### ACTION ITEM
From the data, copy out every line in which the word "Explorer" appears.

Items from a dataset:
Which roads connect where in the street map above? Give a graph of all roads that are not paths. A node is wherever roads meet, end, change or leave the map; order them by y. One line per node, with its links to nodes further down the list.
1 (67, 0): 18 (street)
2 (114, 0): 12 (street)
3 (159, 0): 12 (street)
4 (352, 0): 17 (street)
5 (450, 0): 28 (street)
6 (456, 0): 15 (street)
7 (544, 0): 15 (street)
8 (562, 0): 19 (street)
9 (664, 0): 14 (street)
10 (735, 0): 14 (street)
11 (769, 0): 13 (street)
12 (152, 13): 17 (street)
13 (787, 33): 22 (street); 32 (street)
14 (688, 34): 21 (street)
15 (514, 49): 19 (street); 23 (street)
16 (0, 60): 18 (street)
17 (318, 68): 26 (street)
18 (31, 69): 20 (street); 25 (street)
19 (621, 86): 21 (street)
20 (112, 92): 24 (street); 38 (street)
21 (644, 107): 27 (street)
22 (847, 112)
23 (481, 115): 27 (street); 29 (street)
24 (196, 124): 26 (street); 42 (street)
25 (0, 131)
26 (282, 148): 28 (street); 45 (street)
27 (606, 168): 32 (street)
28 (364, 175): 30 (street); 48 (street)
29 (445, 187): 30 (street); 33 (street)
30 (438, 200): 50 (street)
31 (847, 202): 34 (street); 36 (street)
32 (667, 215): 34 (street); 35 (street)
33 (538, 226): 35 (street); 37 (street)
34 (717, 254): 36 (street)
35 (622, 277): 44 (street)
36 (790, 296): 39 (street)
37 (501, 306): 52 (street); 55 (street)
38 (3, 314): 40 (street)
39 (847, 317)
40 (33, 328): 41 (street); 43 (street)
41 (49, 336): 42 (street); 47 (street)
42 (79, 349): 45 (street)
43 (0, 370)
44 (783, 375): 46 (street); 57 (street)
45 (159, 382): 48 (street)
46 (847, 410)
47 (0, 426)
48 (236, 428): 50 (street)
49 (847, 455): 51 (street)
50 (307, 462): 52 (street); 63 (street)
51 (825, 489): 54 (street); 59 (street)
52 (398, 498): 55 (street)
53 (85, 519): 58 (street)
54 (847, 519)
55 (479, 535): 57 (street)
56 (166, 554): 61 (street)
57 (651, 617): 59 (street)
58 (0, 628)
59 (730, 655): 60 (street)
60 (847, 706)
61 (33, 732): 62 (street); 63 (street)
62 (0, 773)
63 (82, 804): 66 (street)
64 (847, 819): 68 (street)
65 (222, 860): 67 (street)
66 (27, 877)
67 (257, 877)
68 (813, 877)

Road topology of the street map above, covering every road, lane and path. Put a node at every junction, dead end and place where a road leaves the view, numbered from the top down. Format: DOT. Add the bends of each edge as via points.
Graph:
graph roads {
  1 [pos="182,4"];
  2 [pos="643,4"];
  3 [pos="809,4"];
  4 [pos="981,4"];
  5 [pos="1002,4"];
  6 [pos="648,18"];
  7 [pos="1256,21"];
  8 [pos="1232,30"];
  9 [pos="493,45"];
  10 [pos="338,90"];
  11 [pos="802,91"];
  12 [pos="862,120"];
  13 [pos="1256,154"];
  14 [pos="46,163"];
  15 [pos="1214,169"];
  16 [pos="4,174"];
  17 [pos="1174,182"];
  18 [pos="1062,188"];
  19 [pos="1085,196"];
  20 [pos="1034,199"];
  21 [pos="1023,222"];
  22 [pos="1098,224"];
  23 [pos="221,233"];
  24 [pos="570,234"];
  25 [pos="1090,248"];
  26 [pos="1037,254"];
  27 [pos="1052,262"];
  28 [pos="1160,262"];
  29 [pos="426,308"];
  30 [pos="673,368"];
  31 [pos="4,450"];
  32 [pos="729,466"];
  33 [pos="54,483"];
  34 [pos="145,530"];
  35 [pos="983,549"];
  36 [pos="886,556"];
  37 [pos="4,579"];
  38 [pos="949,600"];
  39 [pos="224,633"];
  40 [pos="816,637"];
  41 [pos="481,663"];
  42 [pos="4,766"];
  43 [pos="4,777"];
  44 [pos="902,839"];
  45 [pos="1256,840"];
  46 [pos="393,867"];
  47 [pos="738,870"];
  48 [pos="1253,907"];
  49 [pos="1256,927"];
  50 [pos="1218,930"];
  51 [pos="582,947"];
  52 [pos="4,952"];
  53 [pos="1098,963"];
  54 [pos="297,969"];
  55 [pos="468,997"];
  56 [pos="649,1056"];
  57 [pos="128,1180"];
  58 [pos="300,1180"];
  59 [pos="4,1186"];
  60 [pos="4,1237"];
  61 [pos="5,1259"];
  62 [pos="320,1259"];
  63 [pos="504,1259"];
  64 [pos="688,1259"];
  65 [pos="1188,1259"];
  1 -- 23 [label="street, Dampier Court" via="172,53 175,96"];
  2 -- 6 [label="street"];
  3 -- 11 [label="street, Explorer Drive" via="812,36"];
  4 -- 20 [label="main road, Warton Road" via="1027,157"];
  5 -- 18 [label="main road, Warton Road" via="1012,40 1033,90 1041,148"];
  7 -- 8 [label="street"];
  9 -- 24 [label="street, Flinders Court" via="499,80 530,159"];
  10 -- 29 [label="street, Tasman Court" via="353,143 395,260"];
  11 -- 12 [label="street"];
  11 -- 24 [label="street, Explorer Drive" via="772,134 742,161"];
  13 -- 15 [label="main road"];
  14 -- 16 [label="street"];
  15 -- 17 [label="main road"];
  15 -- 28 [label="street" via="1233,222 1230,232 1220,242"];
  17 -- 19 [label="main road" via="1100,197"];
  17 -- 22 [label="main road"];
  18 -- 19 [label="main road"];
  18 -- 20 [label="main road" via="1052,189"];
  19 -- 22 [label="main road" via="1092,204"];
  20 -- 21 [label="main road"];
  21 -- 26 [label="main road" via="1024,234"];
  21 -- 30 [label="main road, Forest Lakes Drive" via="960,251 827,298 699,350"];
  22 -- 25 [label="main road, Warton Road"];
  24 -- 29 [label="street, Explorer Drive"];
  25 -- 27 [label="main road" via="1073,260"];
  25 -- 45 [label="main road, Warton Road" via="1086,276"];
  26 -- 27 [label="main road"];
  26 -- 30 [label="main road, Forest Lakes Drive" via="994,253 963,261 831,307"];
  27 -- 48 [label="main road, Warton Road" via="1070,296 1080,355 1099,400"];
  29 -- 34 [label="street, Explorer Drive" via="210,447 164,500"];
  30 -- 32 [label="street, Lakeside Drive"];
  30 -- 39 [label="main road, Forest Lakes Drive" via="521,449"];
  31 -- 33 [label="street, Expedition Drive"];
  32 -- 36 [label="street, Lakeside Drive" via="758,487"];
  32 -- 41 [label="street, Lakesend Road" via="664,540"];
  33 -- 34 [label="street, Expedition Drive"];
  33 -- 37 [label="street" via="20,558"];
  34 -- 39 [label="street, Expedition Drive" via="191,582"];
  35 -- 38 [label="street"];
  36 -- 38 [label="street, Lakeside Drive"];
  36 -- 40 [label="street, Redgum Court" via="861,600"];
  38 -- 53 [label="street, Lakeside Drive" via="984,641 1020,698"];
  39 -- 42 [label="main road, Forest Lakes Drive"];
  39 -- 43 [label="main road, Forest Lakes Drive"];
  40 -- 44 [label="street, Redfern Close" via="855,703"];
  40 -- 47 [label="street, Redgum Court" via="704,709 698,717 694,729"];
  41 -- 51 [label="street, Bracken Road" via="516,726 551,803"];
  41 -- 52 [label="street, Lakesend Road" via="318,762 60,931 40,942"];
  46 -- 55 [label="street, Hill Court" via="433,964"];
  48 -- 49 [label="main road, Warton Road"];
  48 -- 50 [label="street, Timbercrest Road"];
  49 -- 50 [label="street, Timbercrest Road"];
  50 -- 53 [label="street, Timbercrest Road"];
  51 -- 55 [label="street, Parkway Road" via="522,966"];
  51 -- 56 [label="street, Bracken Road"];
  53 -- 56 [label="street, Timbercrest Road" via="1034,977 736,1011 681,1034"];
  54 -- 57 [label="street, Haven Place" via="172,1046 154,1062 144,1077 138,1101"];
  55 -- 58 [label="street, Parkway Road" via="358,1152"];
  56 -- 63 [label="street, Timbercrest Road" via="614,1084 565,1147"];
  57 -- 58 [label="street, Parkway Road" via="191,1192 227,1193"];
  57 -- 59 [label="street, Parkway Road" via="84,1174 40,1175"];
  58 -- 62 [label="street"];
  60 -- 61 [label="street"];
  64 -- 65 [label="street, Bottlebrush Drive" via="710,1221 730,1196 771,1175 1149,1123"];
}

### SOLUTION
  3 -- 11 [label="street, Explorer Drive" via="812,36"];
  11 -- 24 [label="street, Explorer Drive" via="772,134 742,161"];
  24 -- 29 [label="street, Explorer Drive"];
  29 -- 34 [label="street, Explorer Drive" via="210,447 164,500"];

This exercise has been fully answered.